Tag Archives: challenge 2013

Rise of the Fallen

Book Review of Donya Lynne’s Rise of the Fallen

Rise of the Fallen

I grabbed Donya Lynne‘s PNR Rise of the Fallen from the Amazon KDP list.

Description from Goodreads:
In the streets of Chicago exists an uneasy, centuries-old truce between vampires and their distant cousins, a race of shifters called drecks. Vampire enforcement agency, All the King’s Men (AKM), is charged with maintaining the truce, but when volatile enforcer Micah Black loses his mate and falls into the biological agony that results from the broken bond, he tests the boundaries of the truce by seeking out Apostle, a leader in the dreck community. Micah wants Apostle to kill him, a request Apostle is more than happy to fulfill. 

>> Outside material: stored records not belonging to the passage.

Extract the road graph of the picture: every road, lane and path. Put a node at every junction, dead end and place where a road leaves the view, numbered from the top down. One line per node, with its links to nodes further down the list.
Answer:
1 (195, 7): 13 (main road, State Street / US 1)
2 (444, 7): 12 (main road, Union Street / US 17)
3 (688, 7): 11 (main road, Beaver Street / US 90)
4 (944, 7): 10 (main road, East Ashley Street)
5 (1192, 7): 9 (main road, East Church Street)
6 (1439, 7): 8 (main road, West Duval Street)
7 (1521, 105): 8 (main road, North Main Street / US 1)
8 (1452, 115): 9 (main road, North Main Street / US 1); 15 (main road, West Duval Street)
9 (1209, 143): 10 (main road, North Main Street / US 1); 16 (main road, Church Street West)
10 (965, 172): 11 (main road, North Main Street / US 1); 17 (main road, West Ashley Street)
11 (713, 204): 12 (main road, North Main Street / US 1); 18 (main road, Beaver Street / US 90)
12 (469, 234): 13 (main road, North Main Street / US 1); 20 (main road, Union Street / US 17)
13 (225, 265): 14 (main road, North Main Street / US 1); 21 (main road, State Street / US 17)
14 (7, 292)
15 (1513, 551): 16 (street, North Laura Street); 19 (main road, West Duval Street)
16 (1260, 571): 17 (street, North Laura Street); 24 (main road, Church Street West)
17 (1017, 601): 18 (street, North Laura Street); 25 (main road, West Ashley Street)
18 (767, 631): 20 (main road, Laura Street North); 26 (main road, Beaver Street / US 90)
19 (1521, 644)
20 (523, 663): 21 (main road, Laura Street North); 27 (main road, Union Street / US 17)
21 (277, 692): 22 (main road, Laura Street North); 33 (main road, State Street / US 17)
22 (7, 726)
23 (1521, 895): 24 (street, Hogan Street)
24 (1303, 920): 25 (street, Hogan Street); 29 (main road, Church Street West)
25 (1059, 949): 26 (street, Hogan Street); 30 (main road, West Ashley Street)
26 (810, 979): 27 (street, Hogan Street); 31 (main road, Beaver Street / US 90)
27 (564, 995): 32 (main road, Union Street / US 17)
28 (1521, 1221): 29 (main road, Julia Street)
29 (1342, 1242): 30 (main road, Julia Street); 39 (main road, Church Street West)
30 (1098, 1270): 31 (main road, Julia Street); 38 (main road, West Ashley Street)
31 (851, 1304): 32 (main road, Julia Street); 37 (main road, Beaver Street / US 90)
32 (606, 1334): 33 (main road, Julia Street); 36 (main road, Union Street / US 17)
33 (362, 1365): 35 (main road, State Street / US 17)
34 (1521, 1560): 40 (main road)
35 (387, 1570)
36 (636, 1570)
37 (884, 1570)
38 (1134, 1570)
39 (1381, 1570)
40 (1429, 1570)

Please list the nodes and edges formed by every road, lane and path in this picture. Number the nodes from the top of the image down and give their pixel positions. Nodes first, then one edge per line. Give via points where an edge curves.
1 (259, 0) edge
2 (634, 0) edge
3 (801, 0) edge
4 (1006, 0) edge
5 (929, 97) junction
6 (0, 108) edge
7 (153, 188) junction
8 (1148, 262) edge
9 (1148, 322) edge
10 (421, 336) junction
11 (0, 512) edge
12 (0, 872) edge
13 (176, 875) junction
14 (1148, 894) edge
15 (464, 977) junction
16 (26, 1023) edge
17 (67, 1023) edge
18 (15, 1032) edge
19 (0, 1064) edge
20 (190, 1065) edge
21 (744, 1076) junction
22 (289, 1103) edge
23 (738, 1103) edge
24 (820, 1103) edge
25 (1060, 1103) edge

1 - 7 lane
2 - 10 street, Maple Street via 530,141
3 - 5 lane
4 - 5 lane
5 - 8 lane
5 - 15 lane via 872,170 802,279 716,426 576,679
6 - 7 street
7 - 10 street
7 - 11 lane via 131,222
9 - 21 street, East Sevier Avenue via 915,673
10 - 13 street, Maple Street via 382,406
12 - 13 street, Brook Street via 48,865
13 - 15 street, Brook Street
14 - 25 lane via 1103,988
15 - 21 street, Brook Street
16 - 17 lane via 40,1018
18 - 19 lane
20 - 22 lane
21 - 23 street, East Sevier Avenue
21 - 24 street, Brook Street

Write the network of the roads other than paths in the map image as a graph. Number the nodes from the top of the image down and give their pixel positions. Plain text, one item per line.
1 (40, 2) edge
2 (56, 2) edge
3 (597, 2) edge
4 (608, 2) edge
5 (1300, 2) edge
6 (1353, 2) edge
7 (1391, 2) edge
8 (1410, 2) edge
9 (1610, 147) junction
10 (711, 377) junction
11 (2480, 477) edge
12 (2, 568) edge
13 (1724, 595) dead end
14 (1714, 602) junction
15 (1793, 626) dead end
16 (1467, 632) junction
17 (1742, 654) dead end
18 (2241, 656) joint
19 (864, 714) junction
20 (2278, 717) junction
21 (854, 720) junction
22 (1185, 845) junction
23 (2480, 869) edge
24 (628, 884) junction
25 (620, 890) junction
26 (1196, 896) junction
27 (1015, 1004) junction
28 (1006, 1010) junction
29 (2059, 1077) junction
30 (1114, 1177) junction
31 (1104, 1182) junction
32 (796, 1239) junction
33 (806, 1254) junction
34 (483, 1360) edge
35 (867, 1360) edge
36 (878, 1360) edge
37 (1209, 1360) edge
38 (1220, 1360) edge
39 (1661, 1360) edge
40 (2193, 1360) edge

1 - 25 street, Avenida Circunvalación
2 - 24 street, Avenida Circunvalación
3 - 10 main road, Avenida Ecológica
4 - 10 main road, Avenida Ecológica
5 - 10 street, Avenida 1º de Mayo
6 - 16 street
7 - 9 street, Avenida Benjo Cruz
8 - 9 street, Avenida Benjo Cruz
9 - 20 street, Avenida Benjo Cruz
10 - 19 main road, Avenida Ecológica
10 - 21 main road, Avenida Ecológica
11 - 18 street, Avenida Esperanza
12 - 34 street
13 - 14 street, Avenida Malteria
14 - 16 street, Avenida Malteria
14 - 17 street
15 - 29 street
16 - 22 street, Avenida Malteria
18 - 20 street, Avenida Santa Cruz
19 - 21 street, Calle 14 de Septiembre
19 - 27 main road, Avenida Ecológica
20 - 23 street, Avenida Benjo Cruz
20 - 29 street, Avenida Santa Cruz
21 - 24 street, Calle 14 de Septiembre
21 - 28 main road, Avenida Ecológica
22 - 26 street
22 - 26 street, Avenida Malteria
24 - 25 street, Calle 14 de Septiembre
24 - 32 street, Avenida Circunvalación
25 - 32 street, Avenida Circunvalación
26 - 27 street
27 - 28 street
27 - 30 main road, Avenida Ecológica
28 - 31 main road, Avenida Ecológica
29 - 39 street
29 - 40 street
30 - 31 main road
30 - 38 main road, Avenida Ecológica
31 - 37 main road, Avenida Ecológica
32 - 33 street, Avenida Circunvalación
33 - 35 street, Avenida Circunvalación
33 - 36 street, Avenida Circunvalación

When ex-Army medic Samantha Garrett inadvertently disrupts the plot and saves Micah’s life, a chain reaction sets Micah’s heart on a collision course with Sam’s, but he will have to protect her from Apostle and her obsessive ex-husband, Steve, if they will have a chance at forever. Can Micah hold his emotions together to keep Sam alive?

Review:
So, I’m not gonna mince words here. This is a Black Dagger Brotherhood knock off. It is. There are a lot of them out there these days. All the King’s Men (AKM), like the Brotherhood is set against another paranormal species in an attempt to protect the human race. Here they may be called Drecks instead of Lessers, but it’s all the same. Unlike in BDB however, AKM don’t seem to actually encounter the Drecks very often. Not once in this whole book did one of the AKM go out to do the job one assumes the AKM was created for–to maintain the truce between the two species. It felt very much like the Drecks only existed in order to provide a reason for the AKM to exist.

The same could be said for Sam’s abusive ex-husband. He was purposeless. He shows up three times in the whole book and played no significant role beyond providing Sam a victimised past to be used to excuse her for being a stripper. I suppose readers are more accepting of a woman who works in the sex trade if she does it reluctantly than just because the money is good, or whatever. I found it unnecessary.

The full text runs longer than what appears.